I get on book kicks and my latest has been mysteries; they’re my reading guilty pleasure. It’s especially satisfying to come across something as well-written and intriguing as Snow Blind by Ragnar Jonasson.
Set in a small town in northern Iceland, Jonasson’s novel is dark –thanks to the limited hours of daylight so close to the Arctic Circle – and is filled with intelligent characters with plenty of positive traits and foibles – like most of us.
Ari Thor is in the process of completing his exams at the Reykjavik police academy when he’s offered a job in a small, but once-thriving fishing community on the other side of the country. Without consulting his live-in girlfriend, he accepts the position and leaves her behind.

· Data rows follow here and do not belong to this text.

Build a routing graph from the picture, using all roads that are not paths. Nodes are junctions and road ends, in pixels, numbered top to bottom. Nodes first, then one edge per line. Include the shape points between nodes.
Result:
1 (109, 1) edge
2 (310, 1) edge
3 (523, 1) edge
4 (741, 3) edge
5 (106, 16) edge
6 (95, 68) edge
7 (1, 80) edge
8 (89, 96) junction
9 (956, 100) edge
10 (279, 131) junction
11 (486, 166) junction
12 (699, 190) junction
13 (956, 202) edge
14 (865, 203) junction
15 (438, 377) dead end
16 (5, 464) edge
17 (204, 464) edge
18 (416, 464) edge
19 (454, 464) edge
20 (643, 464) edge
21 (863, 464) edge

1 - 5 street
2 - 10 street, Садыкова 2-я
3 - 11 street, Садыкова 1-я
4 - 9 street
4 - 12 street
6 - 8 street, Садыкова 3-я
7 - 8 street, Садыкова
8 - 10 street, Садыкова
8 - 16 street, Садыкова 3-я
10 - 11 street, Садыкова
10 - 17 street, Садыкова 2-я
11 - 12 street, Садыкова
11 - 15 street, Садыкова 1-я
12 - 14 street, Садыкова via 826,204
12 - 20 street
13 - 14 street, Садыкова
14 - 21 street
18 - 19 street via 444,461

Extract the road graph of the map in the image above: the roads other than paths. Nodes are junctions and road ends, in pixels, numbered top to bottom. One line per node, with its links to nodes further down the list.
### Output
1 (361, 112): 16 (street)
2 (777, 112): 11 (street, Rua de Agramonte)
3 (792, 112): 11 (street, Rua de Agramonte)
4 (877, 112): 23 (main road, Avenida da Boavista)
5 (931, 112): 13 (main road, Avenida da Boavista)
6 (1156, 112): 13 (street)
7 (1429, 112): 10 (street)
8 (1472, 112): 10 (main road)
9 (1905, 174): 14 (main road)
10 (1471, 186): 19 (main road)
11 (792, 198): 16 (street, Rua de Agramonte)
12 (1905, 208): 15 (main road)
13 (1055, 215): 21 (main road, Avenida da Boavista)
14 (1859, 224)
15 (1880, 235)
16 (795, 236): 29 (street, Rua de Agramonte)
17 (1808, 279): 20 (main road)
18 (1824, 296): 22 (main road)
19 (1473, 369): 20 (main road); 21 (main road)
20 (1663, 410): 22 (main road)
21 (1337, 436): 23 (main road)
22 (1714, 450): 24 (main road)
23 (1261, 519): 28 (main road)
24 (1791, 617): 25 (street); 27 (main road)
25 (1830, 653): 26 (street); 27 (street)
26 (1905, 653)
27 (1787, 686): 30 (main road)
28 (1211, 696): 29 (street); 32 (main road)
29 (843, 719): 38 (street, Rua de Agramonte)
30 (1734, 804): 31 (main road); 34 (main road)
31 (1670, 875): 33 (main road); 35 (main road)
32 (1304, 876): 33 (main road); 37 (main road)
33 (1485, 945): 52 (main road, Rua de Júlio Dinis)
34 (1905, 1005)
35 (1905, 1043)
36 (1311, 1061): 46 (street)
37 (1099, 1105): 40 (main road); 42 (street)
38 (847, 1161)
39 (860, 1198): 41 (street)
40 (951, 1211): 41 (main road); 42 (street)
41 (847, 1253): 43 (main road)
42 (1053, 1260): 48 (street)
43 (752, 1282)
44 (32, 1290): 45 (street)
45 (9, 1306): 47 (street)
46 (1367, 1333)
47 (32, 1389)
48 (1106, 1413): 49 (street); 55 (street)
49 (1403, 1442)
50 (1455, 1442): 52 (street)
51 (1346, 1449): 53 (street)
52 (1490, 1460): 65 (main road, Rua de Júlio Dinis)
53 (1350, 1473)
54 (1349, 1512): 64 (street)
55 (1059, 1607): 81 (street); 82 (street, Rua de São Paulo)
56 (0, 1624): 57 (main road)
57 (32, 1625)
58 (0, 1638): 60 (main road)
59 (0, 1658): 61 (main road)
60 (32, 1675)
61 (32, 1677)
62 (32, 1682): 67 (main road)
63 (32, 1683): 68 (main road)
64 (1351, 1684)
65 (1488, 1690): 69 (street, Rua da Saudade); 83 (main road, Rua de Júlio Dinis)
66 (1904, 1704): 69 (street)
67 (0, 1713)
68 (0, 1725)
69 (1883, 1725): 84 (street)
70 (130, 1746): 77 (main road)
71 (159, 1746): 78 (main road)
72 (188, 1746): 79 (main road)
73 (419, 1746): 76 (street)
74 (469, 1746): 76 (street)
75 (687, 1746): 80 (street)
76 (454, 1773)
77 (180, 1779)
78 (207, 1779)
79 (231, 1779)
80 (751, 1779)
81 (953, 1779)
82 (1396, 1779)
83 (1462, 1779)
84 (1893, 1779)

What he initially encounters is the difficulty of fitting in where most of the residents have lived, if not all at least most, of their lives. He’s an outsider. He’s repeatedly told by his captain “Nothing ever happens here.”
The narrative is told in two different parts: one beginning in spring 2008 and ending in January 2009; the other, set off in separate chapters and in italics, describing a murder. The reader knows the two will intersect, but the question is not just when but how. Jonasson deftly teases curiosity while leaving very few clues along the way.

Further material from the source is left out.